Answer to Question #101611 in Mechanics | Relativity for John

"V(x)=\\frac{E}{a^4}(x^4+4ax^3-8a^2x^2)"

*q isn’t given, so I think there should be a (in this case we know, that a ≠ 0)

For the equilibrium positions, "\\frac{d V}{d x }" will be zero.

"\\frac{d V}{d x}=\\frac{d}{d x}(\\frac{E}{q^4}(x^4+4ax^3-8a^2x^2))=\\frac{E}{q^4}(4x^3+12ax^2-16a^2x)=0"

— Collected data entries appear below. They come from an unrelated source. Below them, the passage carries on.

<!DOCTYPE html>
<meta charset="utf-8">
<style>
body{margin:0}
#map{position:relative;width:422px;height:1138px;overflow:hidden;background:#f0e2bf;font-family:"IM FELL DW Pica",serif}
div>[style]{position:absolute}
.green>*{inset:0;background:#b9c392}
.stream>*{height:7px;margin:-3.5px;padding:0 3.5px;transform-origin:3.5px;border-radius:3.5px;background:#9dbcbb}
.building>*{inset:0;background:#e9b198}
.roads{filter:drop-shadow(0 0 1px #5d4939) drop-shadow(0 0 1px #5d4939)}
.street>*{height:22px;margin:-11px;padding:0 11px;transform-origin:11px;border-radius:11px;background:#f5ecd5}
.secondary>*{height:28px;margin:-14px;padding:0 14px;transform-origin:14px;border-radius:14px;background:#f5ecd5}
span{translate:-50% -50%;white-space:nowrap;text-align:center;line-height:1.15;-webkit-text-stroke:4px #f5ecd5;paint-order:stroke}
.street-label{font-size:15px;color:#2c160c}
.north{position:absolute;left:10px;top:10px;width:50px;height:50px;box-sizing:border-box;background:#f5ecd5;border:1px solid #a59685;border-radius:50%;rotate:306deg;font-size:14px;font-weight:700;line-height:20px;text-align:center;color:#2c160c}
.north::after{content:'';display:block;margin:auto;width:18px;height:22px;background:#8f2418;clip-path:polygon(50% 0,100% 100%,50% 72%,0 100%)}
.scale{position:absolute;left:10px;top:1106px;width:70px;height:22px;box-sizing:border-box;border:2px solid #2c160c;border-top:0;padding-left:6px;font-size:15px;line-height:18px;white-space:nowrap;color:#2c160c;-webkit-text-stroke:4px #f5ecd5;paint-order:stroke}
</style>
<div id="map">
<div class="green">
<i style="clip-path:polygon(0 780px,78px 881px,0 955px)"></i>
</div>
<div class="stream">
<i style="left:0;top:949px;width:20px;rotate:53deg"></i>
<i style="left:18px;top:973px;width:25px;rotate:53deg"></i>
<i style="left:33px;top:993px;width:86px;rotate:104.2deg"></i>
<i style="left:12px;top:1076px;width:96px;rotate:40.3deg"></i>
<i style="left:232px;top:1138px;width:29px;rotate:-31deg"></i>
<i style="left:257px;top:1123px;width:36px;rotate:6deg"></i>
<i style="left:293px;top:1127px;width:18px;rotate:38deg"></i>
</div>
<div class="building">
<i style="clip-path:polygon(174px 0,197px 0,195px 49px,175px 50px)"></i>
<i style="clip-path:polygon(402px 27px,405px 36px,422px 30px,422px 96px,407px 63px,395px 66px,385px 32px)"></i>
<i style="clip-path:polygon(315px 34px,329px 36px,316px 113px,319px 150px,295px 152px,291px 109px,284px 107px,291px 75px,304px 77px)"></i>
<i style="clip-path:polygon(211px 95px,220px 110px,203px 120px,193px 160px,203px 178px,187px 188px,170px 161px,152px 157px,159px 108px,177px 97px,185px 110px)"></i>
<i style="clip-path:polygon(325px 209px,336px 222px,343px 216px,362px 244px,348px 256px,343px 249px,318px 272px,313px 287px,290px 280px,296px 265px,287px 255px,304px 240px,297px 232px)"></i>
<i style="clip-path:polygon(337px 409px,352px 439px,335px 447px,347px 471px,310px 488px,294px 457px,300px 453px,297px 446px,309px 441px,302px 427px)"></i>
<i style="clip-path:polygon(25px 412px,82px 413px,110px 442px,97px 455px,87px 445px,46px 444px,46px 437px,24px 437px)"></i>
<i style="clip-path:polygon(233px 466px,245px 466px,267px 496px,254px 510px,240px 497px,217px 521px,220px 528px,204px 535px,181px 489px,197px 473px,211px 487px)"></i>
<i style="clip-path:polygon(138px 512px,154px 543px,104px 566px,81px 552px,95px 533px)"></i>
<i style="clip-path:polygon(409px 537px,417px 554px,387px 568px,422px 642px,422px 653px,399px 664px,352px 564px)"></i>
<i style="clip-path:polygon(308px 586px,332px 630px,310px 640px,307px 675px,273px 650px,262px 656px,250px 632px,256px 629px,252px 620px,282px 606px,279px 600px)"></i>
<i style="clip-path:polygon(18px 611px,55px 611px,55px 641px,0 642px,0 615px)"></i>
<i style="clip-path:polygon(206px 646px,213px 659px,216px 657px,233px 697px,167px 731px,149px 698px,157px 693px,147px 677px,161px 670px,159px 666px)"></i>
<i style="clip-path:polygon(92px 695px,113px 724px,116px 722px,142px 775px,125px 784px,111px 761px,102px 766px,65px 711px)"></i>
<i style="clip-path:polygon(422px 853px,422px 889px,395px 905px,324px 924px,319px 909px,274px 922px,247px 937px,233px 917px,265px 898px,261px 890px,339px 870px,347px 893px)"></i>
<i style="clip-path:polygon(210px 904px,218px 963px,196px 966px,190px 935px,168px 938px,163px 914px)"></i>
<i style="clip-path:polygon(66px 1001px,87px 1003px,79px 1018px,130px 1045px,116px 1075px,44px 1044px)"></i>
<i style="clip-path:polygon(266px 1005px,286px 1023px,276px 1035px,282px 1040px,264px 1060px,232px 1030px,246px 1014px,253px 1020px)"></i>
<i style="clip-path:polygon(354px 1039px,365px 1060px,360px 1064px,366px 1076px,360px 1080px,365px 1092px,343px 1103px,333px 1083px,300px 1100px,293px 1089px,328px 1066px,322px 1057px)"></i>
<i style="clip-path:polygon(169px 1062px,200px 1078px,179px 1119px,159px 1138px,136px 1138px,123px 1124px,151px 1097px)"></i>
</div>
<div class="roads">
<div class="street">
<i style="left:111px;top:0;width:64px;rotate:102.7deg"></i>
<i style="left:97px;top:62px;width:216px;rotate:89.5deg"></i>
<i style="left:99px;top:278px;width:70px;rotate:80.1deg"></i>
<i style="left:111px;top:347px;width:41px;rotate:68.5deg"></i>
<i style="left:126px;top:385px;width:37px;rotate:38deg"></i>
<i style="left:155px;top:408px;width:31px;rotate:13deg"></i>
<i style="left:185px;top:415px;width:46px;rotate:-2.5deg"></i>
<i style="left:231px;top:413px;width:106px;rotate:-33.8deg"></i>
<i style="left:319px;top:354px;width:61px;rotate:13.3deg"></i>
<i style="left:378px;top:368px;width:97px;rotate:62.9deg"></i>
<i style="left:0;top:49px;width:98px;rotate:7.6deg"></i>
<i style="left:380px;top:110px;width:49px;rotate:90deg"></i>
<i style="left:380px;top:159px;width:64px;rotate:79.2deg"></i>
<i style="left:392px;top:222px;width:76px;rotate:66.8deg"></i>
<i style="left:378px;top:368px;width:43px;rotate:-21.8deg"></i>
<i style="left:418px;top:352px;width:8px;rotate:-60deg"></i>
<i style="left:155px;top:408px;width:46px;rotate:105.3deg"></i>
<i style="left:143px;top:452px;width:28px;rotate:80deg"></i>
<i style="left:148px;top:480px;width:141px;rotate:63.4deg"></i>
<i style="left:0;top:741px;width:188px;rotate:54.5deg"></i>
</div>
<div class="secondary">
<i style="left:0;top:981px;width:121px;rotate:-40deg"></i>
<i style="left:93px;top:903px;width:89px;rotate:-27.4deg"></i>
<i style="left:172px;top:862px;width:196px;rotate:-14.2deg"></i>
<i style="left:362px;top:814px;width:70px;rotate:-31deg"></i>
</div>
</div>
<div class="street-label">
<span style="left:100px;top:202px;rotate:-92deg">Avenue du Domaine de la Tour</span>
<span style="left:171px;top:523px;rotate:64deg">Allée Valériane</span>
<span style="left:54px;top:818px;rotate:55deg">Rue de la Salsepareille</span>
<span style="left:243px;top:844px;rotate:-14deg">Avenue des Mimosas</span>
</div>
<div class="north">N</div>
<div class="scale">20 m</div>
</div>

"\\frac{E}{a^4} 4x(x^2+3ax-4a^2)=0"

"x(x+4a)(x-a)=0"

"x_1=0, x_2=-4a, x_3=a" (if a≠0, then all these points are different)

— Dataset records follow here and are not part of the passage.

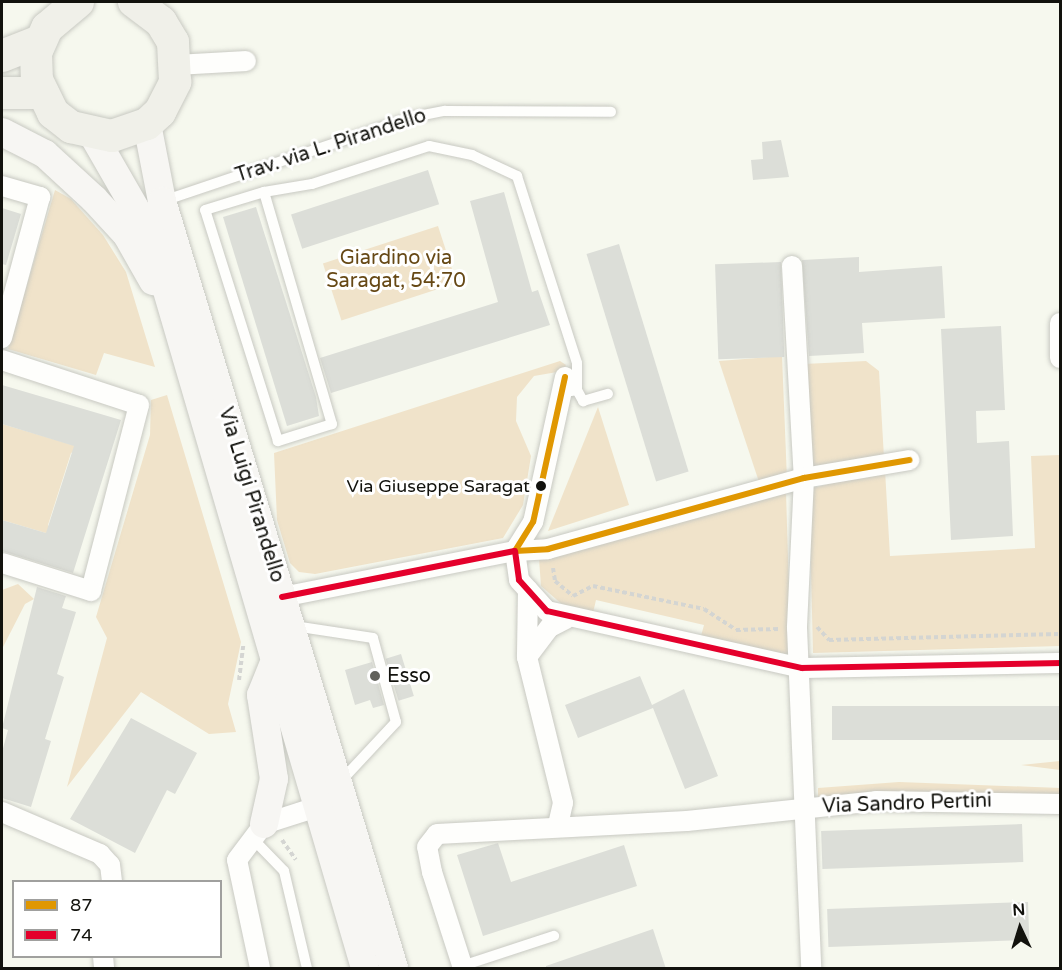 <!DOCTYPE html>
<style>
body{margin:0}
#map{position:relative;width:1062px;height:970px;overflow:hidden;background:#f6f8ee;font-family:"Varela Round",sans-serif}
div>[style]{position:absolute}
.green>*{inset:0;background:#f0e3ca;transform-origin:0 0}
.building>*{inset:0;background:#dcded8;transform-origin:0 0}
.path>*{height:4px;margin-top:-2px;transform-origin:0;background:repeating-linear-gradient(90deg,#d4d5d2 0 4.5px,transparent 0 7.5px)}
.roads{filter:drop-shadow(0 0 2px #c8c9c2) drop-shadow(0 0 2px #c8c9c2)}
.service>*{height:10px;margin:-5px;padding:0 5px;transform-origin:5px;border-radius:5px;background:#fefefc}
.minor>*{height:20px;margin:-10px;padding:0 10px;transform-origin:10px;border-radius:10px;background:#fefefc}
.secondary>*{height:28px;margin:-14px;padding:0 14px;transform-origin:14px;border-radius:14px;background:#f7f6f3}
.primary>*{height:32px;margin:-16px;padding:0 16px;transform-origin:16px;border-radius:16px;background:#f0f0e9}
.bus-1>*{height:6px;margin:-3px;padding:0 3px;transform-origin:3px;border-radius:3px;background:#e09701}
.bus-2>*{height:6px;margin:-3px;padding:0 3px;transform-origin:3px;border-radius:3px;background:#e4002b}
.dots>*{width:16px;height:16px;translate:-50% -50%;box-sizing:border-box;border:3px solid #fff;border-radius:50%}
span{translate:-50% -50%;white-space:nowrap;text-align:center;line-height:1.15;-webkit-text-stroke:6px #fff;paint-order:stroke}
.bus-label{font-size:18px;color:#12120d}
.right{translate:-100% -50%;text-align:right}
.street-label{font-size:20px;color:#12120d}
.park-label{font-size:20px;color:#664815}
.poi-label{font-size:20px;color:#12120d}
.left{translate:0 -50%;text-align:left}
.frame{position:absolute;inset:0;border:3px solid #12120d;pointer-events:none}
.legend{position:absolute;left:12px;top:880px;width:210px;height:78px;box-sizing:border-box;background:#fff;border:2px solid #a0a09e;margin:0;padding:8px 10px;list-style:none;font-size:18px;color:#12120d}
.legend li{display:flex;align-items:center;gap:12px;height:30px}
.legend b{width:30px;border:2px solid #a0a09e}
.north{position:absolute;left:990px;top:898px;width:60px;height:60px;-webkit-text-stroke:4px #fff;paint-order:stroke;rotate:356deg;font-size:16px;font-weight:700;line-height:24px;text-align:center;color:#12120d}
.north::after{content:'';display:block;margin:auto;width:21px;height:27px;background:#12120d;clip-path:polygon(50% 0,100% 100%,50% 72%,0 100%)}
</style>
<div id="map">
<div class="green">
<div style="clip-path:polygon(55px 190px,71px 199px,103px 235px,126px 272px,155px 367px,104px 353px,96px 375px,8px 349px)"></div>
<div style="left:438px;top:226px;width:60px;height:121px;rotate:72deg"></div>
<div style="clip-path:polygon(782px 356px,787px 480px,759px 482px,719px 361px)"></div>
<div style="clip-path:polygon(560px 361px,566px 365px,563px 371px,534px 376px,517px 397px,516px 421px,531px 456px,523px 505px,503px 538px,315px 574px,299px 572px,290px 563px,277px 520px,274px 453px)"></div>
<div style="clip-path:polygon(866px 361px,879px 371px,884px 458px,808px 476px,804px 364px)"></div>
<div style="clip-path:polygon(167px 395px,241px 642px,228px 704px,236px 732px,209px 734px,141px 692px,67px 787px,107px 638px,96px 617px,150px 435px,151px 400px)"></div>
<div style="clip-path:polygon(598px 407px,629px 505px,548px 531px)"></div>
<div style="clip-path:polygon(2px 424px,83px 448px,71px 453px,48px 525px,56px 536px,2px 520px)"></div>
<div style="clip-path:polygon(1060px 455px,1060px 646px,813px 653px,809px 489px,885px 470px,890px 556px,1035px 548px,1031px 456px)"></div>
<div style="clip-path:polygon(786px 492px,791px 656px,701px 636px,704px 625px,596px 600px,593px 613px,564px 606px,541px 586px,539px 559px)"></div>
<div style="clip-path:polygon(18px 584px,34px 599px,25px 604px,2px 649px,2px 590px)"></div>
<div style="clip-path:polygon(1060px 761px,1060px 770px,1021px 765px)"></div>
<div style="clip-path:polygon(899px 782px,1060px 788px,1060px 796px,818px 798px,818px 788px)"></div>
</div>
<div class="building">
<div style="clip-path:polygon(781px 140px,789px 177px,753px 180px,751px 160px,763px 159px,762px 142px)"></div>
<div style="left:428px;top:170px;width:36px;height:144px;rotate:72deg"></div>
<div style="clip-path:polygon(504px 192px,532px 292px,538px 290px,550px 325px,331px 393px,320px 358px,498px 302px,470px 201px)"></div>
<div style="clip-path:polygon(256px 207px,316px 397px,319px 416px,287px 426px,223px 217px)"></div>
<div style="clip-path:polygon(2px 208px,21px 214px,6px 265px,2px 264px)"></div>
<div style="left:619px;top:244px;width:238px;height:34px;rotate:73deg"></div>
<div style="clip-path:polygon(859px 257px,859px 272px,942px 266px,945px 318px,862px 323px,864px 353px,809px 356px,802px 260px)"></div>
<div style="left:781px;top:262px;width:95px;height:66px;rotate:88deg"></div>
<div style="clip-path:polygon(1001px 326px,1005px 410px,976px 411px,977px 443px,1009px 441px,1013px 536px,951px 540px,941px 329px)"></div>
<div style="clip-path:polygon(2px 385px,121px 420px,73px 573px,2px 551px,2px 520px,46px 533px,74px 446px,2px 424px)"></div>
<div style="clip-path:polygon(37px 587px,66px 596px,62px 608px,76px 612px,57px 674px,64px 677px,45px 739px,51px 741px,31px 807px,2px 798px,2px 752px,8px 730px,2px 728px)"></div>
<div style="left:401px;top:654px;width:44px;height:16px;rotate:73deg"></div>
<div style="clip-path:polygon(372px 662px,384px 705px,373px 708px,370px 700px,355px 705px,345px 670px)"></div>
<div style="clip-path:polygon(640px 676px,652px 705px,684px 689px,718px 776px,685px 789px,653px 708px,578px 738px,565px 705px)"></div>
<div style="left:1060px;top:706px;width:34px;height:228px;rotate:90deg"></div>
<div style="clip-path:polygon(131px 718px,197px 753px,175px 794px,167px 790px,135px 853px,70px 819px)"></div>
<div style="left:1022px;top:824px;width:38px;height:201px;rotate:88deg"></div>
<div style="clip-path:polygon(498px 843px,511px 882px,624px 845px,637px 886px,483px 936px,457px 855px)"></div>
<div style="left:1028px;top:902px;width:38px;height:201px;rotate:88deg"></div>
<div style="clip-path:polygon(653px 929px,666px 969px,546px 969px,546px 966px)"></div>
</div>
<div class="path">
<div style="left:553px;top:568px;width:13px;rotate:81deg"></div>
<div style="left:555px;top:581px;width:23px;rotate:40deg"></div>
<div style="left:573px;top:596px;width:22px;rotate:-27deg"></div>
<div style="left:593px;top:586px;width:113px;rotate:11.7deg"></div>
<div style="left:704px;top:609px;width:38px;rotate:33deg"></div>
<div style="left:736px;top:630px;width:43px;rotate:-1.3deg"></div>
<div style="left:817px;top:627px;width:18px;rotate:47deg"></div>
<div style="left:829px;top:640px;width:231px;rotate:-1.5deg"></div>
<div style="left:239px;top:680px;width:35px;rotate:-83deg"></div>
<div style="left:282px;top:840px;width:24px;rotate:55deg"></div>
</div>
<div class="roads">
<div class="service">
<div style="left:264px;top:192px;width:242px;rotate:73.7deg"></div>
<div style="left:332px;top:424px;width:57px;rotate:162.5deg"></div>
<div style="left:278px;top:441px;width:242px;rotate:-107.5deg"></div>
<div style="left:205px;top:210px;width:62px;rotate:-17deg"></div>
<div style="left:264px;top:192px;width:49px;rotate:-9.5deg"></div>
<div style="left:312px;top:184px;width:123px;rotate:-18deg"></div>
<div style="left:429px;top:146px;width:44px;rotate:11.8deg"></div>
<div style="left:472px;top:155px;width:50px;rotate:25deg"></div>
<div style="left:517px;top:176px;width:196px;rotate:72.2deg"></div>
<div style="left:577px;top:363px;width:27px;rotate:90deg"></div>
<div style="left:163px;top:201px;width:264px;rotate:-18.6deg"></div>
<div style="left:413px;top:117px;width:33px;rotate:-11deg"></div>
<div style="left:445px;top:111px;width:166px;rotate:0.3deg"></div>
<div style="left:571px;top:391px;width:6px;rotate:-9deg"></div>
<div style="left:577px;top:390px;width:13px;rotate:61deg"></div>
<div style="left:583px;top:401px;width:26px;rotate:-16deg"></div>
<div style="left:294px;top:626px;width:80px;rotate:8.6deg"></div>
<div style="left:373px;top:638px;width:87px;rotate:74.7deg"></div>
<div style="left:396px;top:722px;width:81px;rotate:133deg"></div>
<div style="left:252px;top:838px;width:46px;rotate:45.9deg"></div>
<div style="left:284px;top:871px;width:100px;rotate:76.7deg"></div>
<div style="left:462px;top:966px;width:97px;rotate:-18.1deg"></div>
</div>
<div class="minor">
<div style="left:177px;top:65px;width:69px;rotate:-3.3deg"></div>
<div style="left:2px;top:186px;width:40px;rotate:16deg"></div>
<div style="left:40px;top:197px;width:146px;rotate:105.1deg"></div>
<div style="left:792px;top:266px;width:212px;rotate:86.8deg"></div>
<div style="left:804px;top:478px;width:150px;rotate:92.7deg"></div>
<div style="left:797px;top:628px;width:340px;rotate:87.6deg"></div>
<div style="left:1060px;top:323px;width:35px;rotate:90deg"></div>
<div style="left:2px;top:360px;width:144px;rotate:18.2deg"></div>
<div style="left:139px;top:405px;width:192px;rotate:104.5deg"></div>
<div style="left:91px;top:591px;width:93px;rotate:-162.5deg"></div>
<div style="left:565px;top:377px;width:148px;rotate:102.4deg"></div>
<div style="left:533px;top:522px;width:34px;rotate:122deg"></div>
<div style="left:515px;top:551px;width:33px;rotate:-3deg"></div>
<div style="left:548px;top:549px;width:266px;rotate:-15.5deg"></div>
<div style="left:804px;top:478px;width:107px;rotate:-9.7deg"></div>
<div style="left:528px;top:590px;width:67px;rotate:90.9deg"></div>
<div style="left:527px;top:657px;width:150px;rotate:76.1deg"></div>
<div style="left:563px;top:803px;width:22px;rotate:103deg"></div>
<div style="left:282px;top:597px;width:237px;rotate:-11.2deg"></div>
<div style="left:515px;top:551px;width:29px;rotate:82deg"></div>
<div style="left:519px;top:580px;width:42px;rotate:47.9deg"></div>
<div style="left:547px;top:611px;width:261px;rotate:12.6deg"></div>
<div style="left:802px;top:668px;width:258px;rotate:-1.1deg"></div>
<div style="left:527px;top:657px;width:38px;rotate:-53deg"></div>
<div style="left:550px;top:627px;width:18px;rotate:-27deg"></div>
<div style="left:2px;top:812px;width:107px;rotate:23.2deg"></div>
<div style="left:100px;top:854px;width:15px;rotate:48deg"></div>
<div style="left:110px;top:865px;width:17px;rotate:83deg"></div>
<div style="left:103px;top:956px;width:12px;rotate:85deg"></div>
<div style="left:260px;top:968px;width:110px;rotate:-102deg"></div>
<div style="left:237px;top:860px;width:45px;rotate:-53.1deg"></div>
<div style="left:264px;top:824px;width:56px;rotate:-17.8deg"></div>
<div style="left:463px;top:968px;width:101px;rotate:-107.9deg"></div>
<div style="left:432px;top:872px;width:25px;rotate:-101deg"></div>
<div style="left:427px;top:847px;width:16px;rotate:-52deg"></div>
<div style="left:437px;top:834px;width:250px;rotate:-3deg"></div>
<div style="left:687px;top:821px;width:190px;rotate:-6deg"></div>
<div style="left:876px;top:801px;width:184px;rotate:0.9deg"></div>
</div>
<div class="secondary">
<div style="left:147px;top:124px;width:78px;rotate:79deg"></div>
<div style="left:162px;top:201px;width:801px;rotate:73.17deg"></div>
<div style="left:2px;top:132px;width:48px;rotate:27.1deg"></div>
<div style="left:45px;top:154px;width:67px;rotate:42.6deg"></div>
<div style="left:94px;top:199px;width:49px;rotate:47.5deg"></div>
<div style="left:127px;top:235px;width:53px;rotate:60.5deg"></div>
<div style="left:93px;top:135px;width:116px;rotate:60.1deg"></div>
<div style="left:151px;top:236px;width:763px;rotate:73.7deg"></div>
<div style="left:264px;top:824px;width:46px;rotate:-77.5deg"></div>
<div style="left:274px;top:779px;width:85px;rotate:-98.8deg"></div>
<div style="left:261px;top:695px;width:35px;rotate:-68deg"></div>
</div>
<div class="primary">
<div style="left:78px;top:2px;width:40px;rotate:140deg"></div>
<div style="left:47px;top:28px;width:27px;rotate:114deg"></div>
<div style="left:36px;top:53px;width:27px;rotate:88deg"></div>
<div style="left:37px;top:80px;width:37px;rotate:64deg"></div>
<div style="left:53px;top:113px;width:23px;rotate:38deg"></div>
<div style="left:71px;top:127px;width:42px;rotate:12.4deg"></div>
<div style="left:112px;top:136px;width:37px;rotate:-19deg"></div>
<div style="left:147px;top:124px;width:18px;rotate:-43deg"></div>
<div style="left:160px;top:112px;width:34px;rotate:-63deg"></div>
<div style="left:175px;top:82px;width:40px;rotate:-92.9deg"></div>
<div style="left:173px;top:42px;width:23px;rotate:-121deg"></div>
<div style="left:161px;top:22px;width:34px;rotate:-143deg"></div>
<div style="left:2px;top:56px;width:41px;rotate:-21.5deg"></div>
<div style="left:2px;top:93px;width:39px"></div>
</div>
</div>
<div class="bus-1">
<div style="left:565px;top:377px;width:148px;rotate:102.4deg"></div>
<div style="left:533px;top:522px;width:34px;rotate:122deg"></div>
<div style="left:515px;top:551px;width:33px;rotate:-3deg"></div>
<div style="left:548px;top:549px;width:266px;rotate:-15.5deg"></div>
<div style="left:804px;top:478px;width:107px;rotate:-9.7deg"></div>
</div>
<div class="bus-2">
<div style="left:282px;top:597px;width:237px;rotate:-11.2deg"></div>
<div style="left:515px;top:551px;width:29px;rotate:82deg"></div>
<div style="left:519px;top:580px;width:42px;rotate:47.9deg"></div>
<div style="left:547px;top:611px;width:261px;rotate:12.6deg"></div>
<div style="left:802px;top:668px;width:258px;rotate:-1.1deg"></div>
</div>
<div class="dots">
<div style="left:541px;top:486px;background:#12120d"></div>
<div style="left:375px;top:676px;background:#62625c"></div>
</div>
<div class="bus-label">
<span class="right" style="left:530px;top:486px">Via Giuseppe Saragat</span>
</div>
<div class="street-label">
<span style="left:331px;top:146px;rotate:-18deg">Trav. via L. Pirandello</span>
<span style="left:251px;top:495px;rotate:73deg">Via Luigi Pirandello</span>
<span style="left:907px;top:804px;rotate:-2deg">Via Sandro Pertini</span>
</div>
<div class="park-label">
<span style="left:396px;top:270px">Giardino via<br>Saragat, 54:70</span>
</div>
<div class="poi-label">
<span class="left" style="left:387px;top:676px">Esso</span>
</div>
<div class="frame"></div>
<ul class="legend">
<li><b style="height:8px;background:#e09701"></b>87</li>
<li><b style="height:8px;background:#e4002b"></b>74</li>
</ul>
<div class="north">N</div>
</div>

For stable equilibrium "\\frac{d ^2 V}{d x^2}" must be greater than zero so that potential energy is a minimum.

"\\frac {d^2 V}{d x ^2}=\\frac{d}{dx}(\\frac{E}{a^4}(4x^3+12ax^2-16a^2x))=\\frac{E}{a^4}(12x^2+24ax-16a^2)"

At "x=0" gives "\\frac{d ^2 V}{d x^2}=-\\frac{16E}{a^2}"

At "x=-4a:" "\\frac{d ^2 V}{d x^2}=\\frac{80E}{a^2}"

At "x=a: \\frac{d ^2 V}{d x^2}=\\frac{20E}{a^2}"

Answer:

if "E>0: \\; x_1=-4a,x_2=a" are positions of stable equilibrium

if "E<0: \\;x=0" is the point of stable equilibrium

if "E=0 \\Rightarrow V(x)=0" neutral equilibrium.